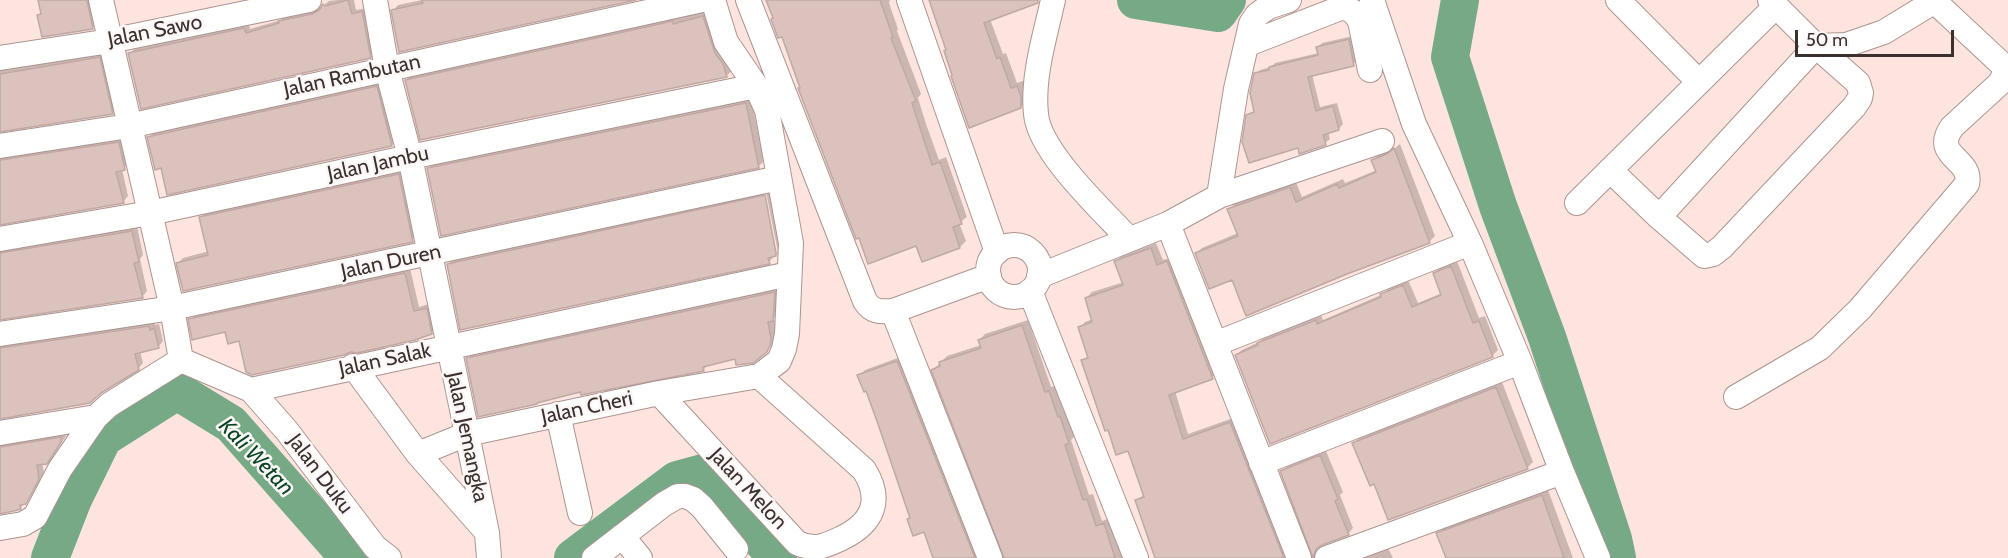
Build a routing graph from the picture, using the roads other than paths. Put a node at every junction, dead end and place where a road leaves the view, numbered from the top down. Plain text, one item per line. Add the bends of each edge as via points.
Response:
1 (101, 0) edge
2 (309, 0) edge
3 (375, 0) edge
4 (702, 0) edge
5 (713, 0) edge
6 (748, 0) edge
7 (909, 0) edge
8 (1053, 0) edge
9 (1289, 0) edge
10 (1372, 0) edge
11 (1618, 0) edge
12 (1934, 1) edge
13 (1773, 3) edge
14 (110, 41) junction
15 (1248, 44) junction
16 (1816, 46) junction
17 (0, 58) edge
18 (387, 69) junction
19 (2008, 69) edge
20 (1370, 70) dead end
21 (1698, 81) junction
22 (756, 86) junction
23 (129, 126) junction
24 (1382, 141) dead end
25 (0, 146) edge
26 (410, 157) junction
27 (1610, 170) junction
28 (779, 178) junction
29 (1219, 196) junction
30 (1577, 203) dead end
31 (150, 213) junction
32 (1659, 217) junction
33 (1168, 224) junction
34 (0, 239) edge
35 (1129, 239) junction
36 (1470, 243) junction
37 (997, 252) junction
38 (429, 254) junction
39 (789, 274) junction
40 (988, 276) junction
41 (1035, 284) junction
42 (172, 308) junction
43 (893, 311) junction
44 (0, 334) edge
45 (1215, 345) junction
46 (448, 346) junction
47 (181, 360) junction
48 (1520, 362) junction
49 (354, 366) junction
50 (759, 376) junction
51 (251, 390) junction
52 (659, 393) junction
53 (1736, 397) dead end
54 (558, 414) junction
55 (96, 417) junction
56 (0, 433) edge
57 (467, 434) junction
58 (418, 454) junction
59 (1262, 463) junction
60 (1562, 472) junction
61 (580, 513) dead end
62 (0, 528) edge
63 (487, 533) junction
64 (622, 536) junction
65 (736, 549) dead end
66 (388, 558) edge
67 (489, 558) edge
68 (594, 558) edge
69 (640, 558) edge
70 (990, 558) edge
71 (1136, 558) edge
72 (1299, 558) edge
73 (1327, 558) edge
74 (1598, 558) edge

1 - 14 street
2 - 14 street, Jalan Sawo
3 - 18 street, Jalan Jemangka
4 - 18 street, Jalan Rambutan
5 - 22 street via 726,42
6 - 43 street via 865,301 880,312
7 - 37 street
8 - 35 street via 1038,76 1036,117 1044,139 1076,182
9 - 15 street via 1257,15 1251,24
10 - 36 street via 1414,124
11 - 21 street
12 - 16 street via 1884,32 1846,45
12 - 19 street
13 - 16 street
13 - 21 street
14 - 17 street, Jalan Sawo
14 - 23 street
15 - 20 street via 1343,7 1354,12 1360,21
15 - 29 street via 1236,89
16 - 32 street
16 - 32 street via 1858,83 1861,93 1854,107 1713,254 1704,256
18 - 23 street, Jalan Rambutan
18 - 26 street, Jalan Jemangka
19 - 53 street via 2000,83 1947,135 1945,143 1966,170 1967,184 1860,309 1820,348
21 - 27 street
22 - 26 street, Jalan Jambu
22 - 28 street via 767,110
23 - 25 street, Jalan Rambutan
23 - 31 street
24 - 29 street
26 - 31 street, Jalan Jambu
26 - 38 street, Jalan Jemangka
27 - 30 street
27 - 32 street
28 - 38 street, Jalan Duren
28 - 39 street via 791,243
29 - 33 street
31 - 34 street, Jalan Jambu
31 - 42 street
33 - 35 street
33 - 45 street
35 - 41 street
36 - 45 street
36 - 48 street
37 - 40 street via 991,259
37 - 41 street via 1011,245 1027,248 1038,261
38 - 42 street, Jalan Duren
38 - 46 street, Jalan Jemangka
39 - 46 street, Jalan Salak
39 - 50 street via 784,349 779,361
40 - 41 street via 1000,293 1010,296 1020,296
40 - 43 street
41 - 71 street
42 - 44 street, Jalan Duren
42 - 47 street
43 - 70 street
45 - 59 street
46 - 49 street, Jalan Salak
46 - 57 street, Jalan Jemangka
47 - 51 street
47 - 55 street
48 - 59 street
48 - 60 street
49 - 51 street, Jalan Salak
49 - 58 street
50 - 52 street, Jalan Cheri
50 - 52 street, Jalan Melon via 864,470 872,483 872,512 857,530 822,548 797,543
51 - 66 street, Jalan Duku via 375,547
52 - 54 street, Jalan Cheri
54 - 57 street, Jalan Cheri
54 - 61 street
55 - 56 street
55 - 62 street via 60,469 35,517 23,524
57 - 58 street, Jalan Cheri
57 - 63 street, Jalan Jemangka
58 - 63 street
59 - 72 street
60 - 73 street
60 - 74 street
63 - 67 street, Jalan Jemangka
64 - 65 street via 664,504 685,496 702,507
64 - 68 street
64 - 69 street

Your objective: Say only how many lines above contain "Sawo", with no other words.

Written solution: 2